Daphne Olivier and Cecil Harwood met in Cornwall in 1922. She admired Rudolf Steiner, and married Harwood three years later. Harwood founded the first Waldorf school in England, the so-called "New School" that later became Michael Hall. He worked on it with Daphne Olivier and three other colleagues. He remained connected to the school for the rest his life.

==Later life==
In 1948, a Swedish-English anthroposophist Marguerite Lundgren began teaching eurythmy in England, and met Owen Barfield and Harwood. She and Harwood married in 1953, She performed, and went on international tours. They founded the London School of Eurythmy, and with Marjorie Raffé wrote Eurythmy and the Impulse of Dance.

Harwood went blind while lecturing in 1975, and died not long afterwards in South Harbour, the house he and Marguerite had shared in Forest Row.

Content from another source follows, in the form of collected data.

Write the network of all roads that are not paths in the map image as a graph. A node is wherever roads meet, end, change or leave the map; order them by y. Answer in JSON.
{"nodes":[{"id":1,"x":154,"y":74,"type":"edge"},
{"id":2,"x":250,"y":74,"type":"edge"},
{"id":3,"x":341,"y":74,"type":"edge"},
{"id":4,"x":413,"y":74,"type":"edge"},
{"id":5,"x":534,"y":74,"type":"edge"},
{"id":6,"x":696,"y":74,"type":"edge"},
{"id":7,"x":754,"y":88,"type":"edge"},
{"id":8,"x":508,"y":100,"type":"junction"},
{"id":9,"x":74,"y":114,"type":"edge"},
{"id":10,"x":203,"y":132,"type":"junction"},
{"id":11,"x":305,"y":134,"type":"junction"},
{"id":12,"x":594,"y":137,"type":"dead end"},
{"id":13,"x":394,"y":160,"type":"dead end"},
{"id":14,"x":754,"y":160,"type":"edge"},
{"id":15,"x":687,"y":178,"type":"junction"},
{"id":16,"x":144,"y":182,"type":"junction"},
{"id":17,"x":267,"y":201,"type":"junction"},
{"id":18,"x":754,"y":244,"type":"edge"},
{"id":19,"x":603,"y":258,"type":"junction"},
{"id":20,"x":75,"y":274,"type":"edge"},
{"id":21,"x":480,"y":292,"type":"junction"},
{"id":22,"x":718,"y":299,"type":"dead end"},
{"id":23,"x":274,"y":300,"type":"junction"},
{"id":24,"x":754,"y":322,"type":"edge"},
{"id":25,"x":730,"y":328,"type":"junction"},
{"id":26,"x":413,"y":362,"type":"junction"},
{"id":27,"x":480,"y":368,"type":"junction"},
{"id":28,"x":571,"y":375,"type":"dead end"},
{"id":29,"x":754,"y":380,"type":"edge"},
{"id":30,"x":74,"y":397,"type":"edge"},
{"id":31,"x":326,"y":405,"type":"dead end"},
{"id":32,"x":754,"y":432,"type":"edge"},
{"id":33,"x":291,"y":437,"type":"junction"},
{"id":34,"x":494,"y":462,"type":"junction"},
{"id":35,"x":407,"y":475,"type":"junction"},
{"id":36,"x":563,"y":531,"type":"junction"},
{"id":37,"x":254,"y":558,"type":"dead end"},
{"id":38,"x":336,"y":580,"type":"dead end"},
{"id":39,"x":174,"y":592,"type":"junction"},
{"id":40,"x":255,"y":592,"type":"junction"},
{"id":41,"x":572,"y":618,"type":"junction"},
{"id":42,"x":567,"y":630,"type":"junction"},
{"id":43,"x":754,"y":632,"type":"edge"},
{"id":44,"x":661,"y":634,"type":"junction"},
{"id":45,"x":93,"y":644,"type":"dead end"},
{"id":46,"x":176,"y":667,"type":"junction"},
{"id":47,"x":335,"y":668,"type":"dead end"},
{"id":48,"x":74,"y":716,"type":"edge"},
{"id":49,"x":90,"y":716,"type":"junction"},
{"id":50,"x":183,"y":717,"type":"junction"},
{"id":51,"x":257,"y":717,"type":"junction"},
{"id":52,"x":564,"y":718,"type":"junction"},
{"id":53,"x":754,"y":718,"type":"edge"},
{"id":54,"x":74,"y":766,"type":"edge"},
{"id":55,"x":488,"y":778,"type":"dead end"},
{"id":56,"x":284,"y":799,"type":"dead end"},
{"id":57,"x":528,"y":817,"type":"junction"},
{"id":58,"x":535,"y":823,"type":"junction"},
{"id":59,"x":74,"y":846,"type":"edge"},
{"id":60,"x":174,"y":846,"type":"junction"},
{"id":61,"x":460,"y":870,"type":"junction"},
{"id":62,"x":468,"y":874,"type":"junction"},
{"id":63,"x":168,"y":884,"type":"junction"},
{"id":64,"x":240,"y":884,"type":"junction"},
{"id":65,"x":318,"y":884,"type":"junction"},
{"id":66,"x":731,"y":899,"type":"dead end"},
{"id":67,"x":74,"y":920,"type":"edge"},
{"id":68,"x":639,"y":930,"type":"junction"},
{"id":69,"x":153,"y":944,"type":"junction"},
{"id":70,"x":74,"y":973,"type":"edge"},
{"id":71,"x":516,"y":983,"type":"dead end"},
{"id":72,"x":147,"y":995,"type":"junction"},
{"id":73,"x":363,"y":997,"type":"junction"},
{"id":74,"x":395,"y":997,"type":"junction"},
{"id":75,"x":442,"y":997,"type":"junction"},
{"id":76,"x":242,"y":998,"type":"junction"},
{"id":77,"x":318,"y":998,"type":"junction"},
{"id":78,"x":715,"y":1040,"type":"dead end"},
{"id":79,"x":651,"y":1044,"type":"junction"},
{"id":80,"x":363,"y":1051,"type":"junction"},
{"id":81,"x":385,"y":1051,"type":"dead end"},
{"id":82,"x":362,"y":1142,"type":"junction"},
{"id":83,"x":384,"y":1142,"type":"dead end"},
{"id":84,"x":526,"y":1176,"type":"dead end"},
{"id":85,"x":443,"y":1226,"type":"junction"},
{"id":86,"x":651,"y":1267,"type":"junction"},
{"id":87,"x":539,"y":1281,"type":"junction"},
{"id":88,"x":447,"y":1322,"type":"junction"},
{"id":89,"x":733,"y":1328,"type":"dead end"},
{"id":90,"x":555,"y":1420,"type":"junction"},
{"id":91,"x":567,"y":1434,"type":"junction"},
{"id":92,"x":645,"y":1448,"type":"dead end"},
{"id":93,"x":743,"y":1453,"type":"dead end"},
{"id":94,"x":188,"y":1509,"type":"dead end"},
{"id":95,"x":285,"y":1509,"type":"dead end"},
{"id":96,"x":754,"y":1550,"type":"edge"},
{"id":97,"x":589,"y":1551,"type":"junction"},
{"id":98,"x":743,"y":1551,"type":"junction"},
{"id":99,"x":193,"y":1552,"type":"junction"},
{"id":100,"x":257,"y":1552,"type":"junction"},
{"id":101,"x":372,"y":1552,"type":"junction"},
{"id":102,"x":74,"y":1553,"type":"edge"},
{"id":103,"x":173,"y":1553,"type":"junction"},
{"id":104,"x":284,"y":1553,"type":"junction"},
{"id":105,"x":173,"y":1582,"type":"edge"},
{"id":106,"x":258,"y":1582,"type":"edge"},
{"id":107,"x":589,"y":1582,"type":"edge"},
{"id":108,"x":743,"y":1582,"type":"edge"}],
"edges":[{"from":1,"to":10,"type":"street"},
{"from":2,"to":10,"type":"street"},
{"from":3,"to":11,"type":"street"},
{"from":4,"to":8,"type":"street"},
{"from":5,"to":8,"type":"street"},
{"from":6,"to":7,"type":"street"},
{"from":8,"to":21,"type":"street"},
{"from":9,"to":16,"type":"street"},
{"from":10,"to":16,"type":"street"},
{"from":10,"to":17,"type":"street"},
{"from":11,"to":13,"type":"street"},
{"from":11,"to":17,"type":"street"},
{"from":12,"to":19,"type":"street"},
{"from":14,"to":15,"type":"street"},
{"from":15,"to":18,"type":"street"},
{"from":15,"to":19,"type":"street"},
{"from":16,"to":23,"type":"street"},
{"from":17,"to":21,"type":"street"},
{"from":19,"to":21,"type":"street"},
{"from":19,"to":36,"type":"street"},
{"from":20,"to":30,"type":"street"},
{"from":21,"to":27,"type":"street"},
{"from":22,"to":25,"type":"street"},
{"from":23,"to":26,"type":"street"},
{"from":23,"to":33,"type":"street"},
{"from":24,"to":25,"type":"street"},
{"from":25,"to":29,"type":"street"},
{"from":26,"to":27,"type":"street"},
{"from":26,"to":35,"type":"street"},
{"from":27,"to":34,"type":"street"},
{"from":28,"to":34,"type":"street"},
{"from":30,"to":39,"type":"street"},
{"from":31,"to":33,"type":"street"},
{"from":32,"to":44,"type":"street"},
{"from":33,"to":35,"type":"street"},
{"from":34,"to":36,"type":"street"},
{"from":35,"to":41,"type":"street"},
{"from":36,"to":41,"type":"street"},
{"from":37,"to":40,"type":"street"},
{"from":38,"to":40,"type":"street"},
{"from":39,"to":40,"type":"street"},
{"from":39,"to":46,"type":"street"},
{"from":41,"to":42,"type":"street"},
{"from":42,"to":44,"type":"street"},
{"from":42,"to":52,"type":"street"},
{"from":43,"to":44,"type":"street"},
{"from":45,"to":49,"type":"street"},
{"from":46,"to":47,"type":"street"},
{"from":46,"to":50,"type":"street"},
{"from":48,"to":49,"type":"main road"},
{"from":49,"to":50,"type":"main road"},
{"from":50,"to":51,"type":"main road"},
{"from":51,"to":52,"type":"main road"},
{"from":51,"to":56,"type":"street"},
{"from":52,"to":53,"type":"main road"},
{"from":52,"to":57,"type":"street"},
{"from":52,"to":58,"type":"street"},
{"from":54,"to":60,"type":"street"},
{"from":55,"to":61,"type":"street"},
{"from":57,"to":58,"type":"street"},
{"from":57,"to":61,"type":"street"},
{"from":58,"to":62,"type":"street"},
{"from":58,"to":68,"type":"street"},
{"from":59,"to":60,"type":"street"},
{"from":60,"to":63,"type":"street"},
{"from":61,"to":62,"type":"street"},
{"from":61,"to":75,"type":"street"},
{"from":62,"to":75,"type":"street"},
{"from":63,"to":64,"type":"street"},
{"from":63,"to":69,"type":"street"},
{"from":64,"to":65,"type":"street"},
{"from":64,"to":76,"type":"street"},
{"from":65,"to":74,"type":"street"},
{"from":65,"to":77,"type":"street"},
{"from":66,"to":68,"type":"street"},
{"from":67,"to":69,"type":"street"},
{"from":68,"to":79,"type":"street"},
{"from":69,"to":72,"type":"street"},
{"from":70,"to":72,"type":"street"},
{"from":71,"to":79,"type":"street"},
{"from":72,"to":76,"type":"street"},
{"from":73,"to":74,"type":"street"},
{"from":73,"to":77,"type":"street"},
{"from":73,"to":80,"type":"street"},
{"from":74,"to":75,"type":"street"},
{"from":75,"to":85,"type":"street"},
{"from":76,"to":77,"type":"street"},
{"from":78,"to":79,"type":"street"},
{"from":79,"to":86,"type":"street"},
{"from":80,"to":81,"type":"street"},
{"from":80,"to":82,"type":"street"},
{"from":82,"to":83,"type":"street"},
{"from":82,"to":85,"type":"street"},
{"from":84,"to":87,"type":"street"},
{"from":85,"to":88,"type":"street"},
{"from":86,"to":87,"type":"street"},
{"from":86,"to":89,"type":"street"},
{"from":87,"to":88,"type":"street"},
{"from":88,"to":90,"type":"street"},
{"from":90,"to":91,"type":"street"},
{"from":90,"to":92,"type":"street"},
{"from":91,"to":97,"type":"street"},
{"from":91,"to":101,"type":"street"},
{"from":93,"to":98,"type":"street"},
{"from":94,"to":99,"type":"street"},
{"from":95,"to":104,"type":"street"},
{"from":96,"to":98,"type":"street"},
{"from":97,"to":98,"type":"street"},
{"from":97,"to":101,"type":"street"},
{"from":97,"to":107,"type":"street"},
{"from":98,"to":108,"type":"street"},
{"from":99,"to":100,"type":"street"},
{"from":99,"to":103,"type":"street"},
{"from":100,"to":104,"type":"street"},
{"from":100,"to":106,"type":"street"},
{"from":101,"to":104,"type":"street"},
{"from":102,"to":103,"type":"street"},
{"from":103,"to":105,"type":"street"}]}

==Anthroposophical Society==
Harwood joined the Anthroposophical Society in Great Britain shortly after meeting Rudolf Steiner for the first time in 1924. In 1937 he became its General Secretary. He was its Chairman from 1942 to 1968. Harwood was instrumental not just in developing the work in the United Kingdom but also in re-establishing the international relationships within the Anthroposophical Society as a whole after the internal difficulties of the 1930s and 1940s. This implied a certain amount of travel, which he undertook not just on behalf of the Society but also in assisting the growth and development of Waldorf education worldwide and in particular, in the United States.

==Associations==
Harwood's friendships with Barfield and C. S. Lewis are documented in their biographies.

==Published works==

- The Recovery of Man in Childhood: A Study of the Educational Work of Rudolf Steiner by Cecil Harwood, Hodder & Stoughton (1959) ASIN B001DHY9CY
- Centenary Essays on the Work and Thought of Rudolf Steiner, 1861-1925 Edited by A.C. Harwood. Hodder and Stoughton. 1961 ASIN B00109TGNW
- Shakespeare's prophetic mind by Cecil Harwood. Rudolf Steiner Press 1964 ASIN B005OWGHF6

Harwood was founder and for many years editor of Child and Man, the journal of the Waldorf Steiner schools in Great Britain, as well as writing one of the definitive works on Waldorf Education for the English-speaking world: The Recovery of Man in Childhood. Besides this, he translated into English certain central works of Anthroposophical life from Rudolf Steiner's original formulations. These were the Calendar of the Soul, a cycle of meditations through the changing seasons of the year; the Services of The Christian Community and the three texts of the Oberuferer Weihenachtsspiele, traditional Christmas plays from the village of Oberufer in today's Slovakia.

==Family==
Harwood married, firstly in 1925, Daphne Olivier (died 1950). They had five children. He married secondly, in 1953, Marguerite Lundgren.